Friday, June 02, 2006

You Always Have The Poor With You

Mary took a pound of costly perfume made of pure nard, anointed Jesus' feet, and wiped them with her hair. The house was filled with the fragrance of the perfume. But Judas Iscariot, one of his disciples (the one who was about to betray him), said, "Why was this perfume not sold for three hundred denarii and the money given to the poor? (He said this not because he cared about the poor, but because he was a thief; he kept the common purse and used to steal what was put into it.) Jesus said, "Leave her alone. She bought it so that she might keep if for the day of my burial. You always have the poor with you, but you do not always have me." (John 12:3-8)

I am curious about what Jesus means when he says we always have the poor with us. What do you think?

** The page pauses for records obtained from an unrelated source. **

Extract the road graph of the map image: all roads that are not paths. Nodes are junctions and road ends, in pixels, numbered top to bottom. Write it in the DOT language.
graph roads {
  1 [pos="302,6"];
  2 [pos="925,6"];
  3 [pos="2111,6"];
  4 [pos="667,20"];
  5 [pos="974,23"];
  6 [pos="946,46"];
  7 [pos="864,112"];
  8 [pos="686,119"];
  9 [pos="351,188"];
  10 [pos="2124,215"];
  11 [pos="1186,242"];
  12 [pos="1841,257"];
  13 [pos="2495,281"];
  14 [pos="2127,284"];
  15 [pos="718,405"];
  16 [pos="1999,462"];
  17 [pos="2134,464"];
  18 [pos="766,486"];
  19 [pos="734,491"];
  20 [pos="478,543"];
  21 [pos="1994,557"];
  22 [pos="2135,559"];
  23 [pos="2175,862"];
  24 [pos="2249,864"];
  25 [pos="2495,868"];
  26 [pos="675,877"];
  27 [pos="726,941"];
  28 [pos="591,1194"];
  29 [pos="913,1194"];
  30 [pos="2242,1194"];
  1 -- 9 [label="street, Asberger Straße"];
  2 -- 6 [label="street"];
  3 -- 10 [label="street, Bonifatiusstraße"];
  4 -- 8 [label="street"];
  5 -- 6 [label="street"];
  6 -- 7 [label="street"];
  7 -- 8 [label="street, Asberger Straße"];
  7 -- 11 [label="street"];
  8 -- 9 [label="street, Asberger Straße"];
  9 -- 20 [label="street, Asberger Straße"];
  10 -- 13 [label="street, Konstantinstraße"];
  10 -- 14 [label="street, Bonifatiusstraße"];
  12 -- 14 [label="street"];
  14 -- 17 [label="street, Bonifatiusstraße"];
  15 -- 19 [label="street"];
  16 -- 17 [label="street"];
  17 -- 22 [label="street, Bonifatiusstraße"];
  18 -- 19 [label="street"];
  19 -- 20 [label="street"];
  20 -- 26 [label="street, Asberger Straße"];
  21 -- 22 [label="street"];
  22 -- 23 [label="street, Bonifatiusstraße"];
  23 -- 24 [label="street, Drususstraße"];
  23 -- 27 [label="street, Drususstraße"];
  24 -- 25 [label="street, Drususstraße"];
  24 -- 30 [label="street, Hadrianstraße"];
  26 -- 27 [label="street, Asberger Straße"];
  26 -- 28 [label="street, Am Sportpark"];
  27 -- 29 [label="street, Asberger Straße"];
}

I also cannot help but relate the parenthetical note on Judas keeping the common purse and stealing from it to some aspects of Congressional practices today. The members of Congress have developed the practice of budget earmarks by which individual members of Congress are allowed to pick specific projects and specific recipients to receive federal monies. The practice has even developed where a member of Congress designates specific funds to a specific recipient or a specific project and that designation or assignment of funds is not even specifically written down in the bill that Congress votes on. There is more, members of Congress often make such personal budget earmarks without even being identified as the member of Congress making the earmark. Do you see any parallels in the ethics of Judas and the ethics of earmarks?